● **Exercise input**:
>>

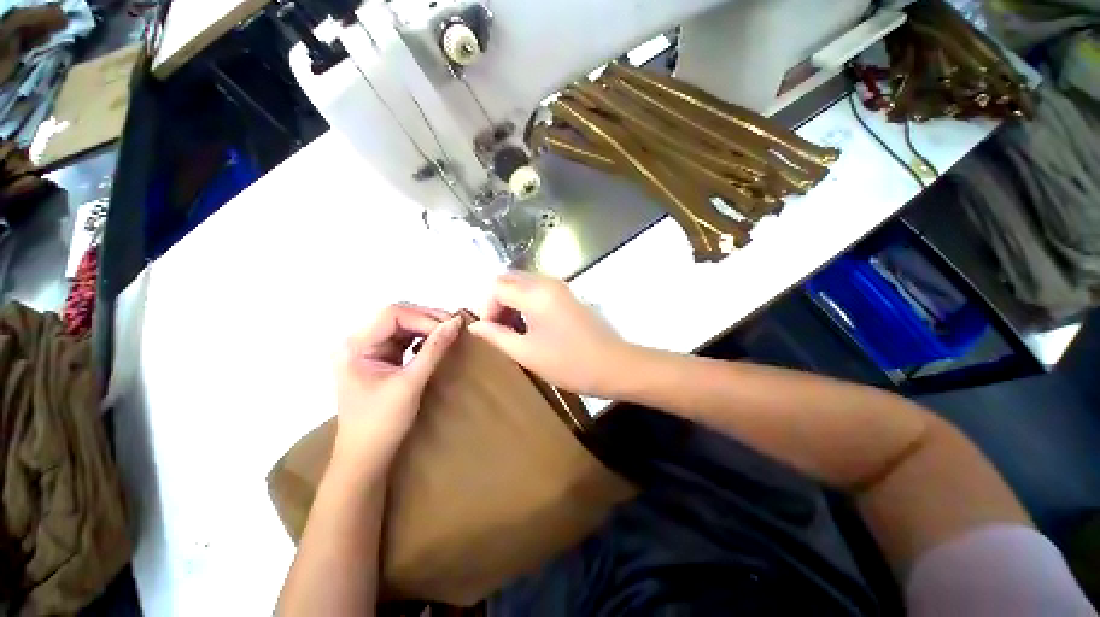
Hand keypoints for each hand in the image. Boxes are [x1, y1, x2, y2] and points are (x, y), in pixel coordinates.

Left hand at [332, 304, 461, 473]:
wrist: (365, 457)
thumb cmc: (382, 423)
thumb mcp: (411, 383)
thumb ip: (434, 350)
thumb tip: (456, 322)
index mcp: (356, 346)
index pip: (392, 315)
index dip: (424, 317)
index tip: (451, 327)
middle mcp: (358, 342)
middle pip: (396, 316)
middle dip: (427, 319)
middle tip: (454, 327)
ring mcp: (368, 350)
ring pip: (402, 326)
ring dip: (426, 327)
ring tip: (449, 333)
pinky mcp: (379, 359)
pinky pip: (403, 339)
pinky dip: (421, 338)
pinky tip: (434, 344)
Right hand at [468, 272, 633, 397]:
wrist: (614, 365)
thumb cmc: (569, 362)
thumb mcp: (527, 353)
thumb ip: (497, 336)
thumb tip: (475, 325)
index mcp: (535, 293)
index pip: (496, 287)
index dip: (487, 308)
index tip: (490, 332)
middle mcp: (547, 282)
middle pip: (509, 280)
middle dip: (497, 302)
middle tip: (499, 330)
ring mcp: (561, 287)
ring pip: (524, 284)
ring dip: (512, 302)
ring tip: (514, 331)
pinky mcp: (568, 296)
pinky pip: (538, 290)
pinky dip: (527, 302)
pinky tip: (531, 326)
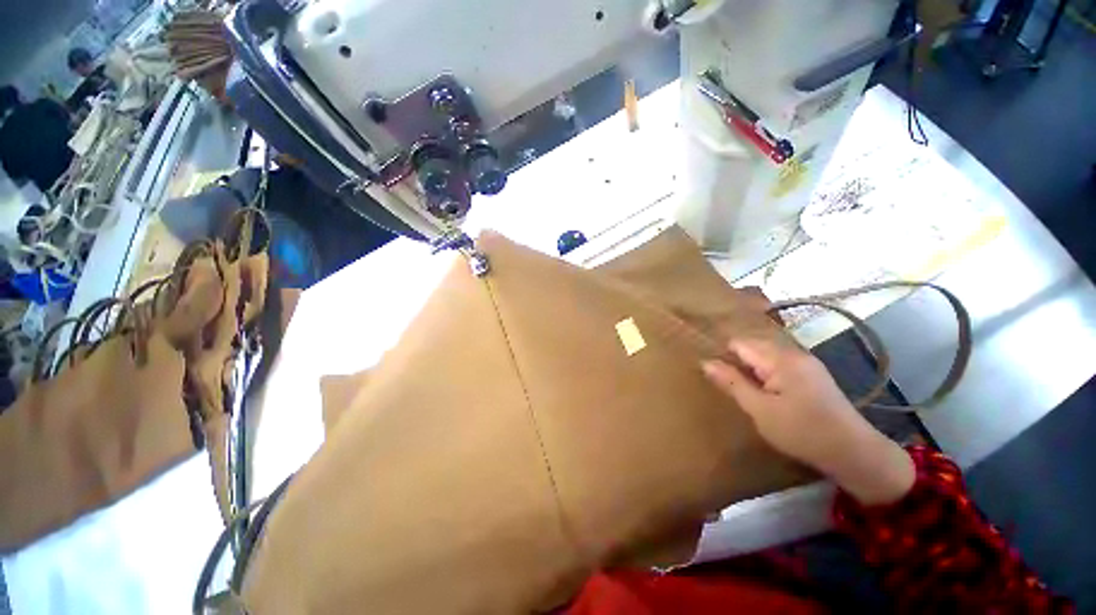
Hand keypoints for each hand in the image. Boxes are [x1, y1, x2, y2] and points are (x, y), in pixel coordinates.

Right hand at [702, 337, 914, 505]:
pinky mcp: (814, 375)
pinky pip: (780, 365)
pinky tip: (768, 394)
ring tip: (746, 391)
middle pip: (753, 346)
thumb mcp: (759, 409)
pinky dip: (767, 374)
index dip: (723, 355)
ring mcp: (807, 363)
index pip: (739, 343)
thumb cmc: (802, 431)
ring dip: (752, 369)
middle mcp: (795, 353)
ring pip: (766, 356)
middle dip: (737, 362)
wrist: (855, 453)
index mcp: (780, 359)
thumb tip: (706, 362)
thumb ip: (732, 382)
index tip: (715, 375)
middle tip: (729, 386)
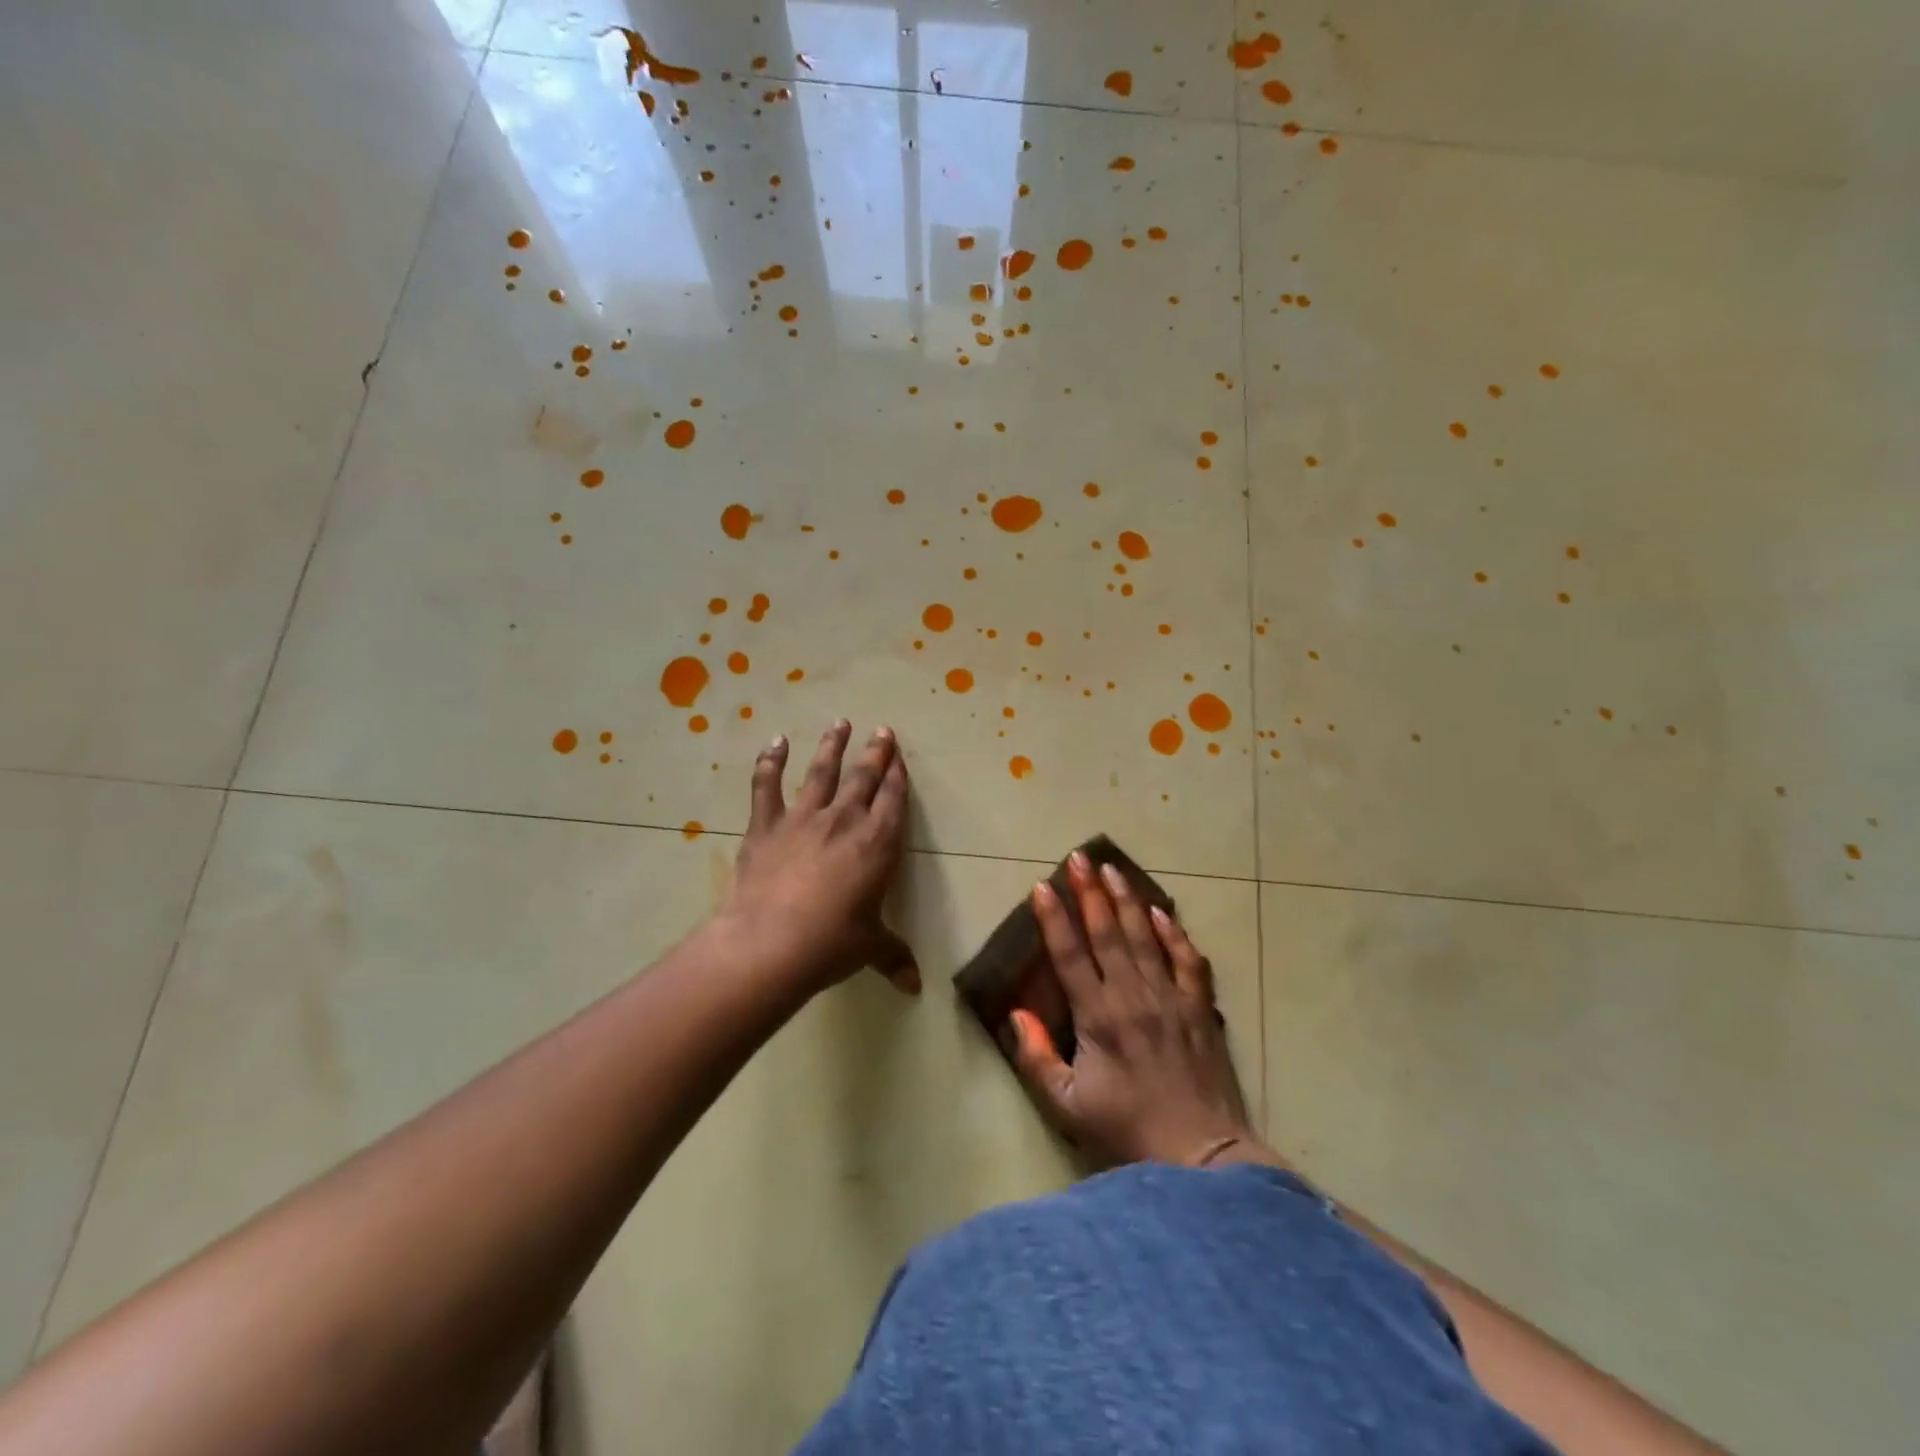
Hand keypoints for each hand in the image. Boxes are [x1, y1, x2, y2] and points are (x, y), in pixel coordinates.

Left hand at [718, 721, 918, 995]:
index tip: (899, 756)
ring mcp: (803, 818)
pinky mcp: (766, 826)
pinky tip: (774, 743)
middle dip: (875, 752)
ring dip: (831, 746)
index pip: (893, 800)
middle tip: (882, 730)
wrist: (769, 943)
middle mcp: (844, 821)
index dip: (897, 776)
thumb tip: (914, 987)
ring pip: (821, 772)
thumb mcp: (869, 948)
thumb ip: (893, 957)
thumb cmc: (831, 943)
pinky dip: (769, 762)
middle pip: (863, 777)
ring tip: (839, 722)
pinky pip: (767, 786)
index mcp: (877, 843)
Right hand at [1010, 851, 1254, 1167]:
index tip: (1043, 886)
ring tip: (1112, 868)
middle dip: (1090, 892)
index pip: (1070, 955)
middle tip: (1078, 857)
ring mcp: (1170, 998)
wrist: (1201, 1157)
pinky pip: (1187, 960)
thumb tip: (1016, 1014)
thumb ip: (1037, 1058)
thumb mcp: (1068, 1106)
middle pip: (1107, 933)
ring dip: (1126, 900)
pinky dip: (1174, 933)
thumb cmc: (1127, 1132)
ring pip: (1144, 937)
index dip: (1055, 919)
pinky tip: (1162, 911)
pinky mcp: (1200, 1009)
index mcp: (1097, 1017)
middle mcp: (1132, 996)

<<

● **What the exercise asks**: The records above are to be repeated exactly, with the pictures left out.

● **Solution**:
Hand keypoints for each hand in the image. Boxes are [x1, y1, x2, y2] and points are (x, y), in pixel coordinates.

Left hand at [332, 304, 461, 473]:
wrist: (365, 457)
thumb cmc: (382, 423)
thumb mcp: (411, 383)
thumb ip: (434, 350)
thumb tip: (456, 322)
index mcp: (356, 346)
index pip: (392, 315)
index dip: (424, 317)
index tip: (451, 327)
middle mcp: (358, 342)
middle pip: (396, 316)
middle dip: (427, 319)
middle tip: (454, 327)
ring mcp: (368, 350)
ring pip: (402, 326)
ring dip: (426, 327)
ring tip: (449, 333)
pinky mcp: (379, 359)
pinky pip: (403, 339)
pinky dip: (421, 338)
pinky tip: (434, 344)
Right hand at [468, 272, 633, 397]:
wrist: (614, 365)
thumb cmc: (569, 362)
thumb mcp: (527, 353)
thumb ip: (497, 336)
thumb tip: (475, 325)
index mcp: (535, 293)
index pip: (496, 287)
index dip: (487, 308)
index tip: (490, 332)
middle mcp: (547, 282)
middle pip: (509, 280)
middle dip: (497, 302)
middle tip: (499, 330)
ring mcp: (561, 287)
ring pip: (524, 284)
ring dip: (512, 302)
ring tip: (514, 331)
pinky mcp: (568, 296)
pinky pip: (538, 290)
pinky dip: (527, 302)
pinky tip: (531, 326)
Hand keypoints for each hand in the image. Boxes are [x1, y1, x2, y2] and points are (x, y), in pixel coordinates.

Right hand at [702, 337, 914, 505]:
pinky mcp: (814, 375)
pinky pip: (780, 365)
pinky tip: (768, 394)
ring tip: (746, 391)
middle pip: (753, 346)
thumb mcp: (759, 409)
pinky dip: (767, 374)
index dip: (723, 355)
ring mcp: (807, 363)
index pip: (739, 343)
thumb cmc: (802, 431)
ring dip: (752, 369)
middle mcp: (795, 353)
ring pip: (766, 356)
middle dip: (737, 362)
wrist: (855, 453)
index mcp: (780, 359)
thumb tip: (706, 362)
thumb ip: (732, 382)
index tip: (715, 375)
middle tip: (729, 386)
Hand keypoints for each hand in the image. Boxes are [x1, y1, x2, y2] and points are (x, y), in pixel coordinates.

Left hand at [718, 721, 918, 995]:
index tip: (899, 756)
ring mcp: (803, 818)
pinky mcp: (766, 826)
pinky tip: (774, 743)
middle dip: (875, 752)
ring dip: (831, 746)
index pip: (893, 800)
middle tip: (882, 730)
wrist: (769, 943)
middle mcp: (844, 821)
index dip: (897, 776)
thumb tip: (914, 987)
ring pip: (821, 772)
thumb mcp: (869, 948)
thumb ip: (893, 957)
thumb cmc: (831, 943)
pinky dip: (769, 762)
middle pip: (863, 777)
ring tip: (839, 722)
pinky pip: (767, 786)
index mcp: (877, 843)
Right hand at [1010, 851, 1254, 1167]:
index tip: (1043, 886)
ring tip: (1112, 868)
middle dip: (1090, 892)
index pip: (1070, 955)
middle tip: (1078, 857)
ring mcp: (1170, 998)
wrist: (1201, 1157)
pinky pip: (1187, 960)
thumb tip: (1016, 1014)
thumb ip: (1037, 1058)
thumb mcp: (1068, 1106)
middle pip: (1107, 933)
ring dip: (1126, 900)
pinky dip: (1174, 933)
thumb cmc: (1127, 1132)
ring pip: (1144, 937)
index dip: (1055, 919)
pinky tip: (1162, 911)
pinky mcp: (1200, 1009)
index mcp: (1097, 1017)
middle mcp: (1132, 996)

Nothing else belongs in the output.